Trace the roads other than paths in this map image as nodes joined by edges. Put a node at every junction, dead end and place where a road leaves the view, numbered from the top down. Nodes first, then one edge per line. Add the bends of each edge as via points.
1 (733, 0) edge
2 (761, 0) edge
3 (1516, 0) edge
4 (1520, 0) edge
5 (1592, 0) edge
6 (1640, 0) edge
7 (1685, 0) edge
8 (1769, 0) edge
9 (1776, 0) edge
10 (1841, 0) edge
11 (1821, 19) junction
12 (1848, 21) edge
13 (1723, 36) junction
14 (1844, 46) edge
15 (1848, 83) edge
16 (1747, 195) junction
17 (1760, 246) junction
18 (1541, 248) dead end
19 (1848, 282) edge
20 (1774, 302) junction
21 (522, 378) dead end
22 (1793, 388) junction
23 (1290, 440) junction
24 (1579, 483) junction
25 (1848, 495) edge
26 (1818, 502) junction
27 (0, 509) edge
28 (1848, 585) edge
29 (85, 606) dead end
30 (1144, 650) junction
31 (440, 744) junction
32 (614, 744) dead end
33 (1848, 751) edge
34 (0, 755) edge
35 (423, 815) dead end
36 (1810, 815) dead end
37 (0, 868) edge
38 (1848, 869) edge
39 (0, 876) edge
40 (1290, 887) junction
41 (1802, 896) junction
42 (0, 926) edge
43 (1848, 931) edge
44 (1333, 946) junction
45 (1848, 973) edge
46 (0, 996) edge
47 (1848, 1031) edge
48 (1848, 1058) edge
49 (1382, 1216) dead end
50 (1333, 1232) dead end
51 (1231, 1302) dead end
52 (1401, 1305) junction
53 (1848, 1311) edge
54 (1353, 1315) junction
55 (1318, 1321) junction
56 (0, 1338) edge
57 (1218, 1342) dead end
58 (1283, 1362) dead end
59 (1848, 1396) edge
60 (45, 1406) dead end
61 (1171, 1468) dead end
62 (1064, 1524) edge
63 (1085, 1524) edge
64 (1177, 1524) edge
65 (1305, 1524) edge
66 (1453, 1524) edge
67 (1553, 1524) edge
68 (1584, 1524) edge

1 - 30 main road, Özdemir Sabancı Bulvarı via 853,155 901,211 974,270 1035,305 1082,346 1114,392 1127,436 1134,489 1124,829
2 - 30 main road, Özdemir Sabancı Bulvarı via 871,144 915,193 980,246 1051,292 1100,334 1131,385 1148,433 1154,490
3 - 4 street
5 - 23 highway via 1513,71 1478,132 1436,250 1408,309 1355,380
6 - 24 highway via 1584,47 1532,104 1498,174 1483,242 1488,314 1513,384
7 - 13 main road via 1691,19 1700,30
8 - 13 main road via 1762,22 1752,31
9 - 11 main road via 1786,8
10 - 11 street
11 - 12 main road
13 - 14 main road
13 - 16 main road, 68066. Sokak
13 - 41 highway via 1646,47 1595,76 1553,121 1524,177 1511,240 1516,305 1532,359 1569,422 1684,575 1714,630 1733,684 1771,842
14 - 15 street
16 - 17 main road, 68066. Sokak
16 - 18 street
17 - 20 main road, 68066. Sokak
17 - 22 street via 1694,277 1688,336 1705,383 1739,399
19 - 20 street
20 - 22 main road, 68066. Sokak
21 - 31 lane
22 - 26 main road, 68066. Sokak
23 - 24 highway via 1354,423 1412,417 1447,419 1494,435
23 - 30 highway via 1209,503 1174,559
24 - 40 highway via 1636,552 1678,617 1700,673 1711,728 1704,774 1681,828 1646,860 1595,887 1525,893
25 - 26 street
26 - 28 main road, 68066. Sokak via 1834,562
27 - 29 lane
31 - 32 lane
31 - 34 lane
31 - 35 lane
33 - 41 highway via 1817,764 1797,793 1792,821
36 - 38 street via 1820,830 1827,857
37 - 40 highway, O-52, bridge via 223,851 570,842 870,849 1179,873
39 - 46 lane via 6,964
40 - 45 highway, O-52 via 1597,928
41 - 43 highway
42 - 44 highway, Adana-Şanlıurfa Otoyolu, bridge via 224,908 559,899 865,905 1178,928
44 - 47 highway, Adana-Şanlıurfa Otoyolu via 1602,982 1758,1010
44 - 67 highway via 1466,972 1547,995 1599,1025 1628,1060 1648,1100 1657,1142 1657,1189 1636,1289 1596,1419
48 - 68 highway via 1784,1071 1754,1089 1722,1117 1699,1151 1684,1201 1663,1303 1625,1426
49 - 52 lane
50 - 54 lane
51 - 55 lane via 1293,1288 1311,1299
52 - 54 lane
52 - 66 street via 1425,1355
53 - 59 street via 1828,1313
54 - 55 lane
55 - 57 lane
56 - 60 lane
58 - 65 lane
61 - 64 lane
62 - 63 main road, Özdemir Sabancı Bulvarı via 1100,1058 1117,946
==========
Work task: The answer must be every line of the records above that holds the word "Sokak".

Result for this task:
13 - 16 main road, 68066. Sokak
16 - 17 main road, 68066. Sokak
17 - 20 main road, 68066. Sokak
20 - 22 main road, 68066. Sokak
22 - 26 main road, 68066. Sokak
26 - 28 main road, 68066. Sokak via 1834,562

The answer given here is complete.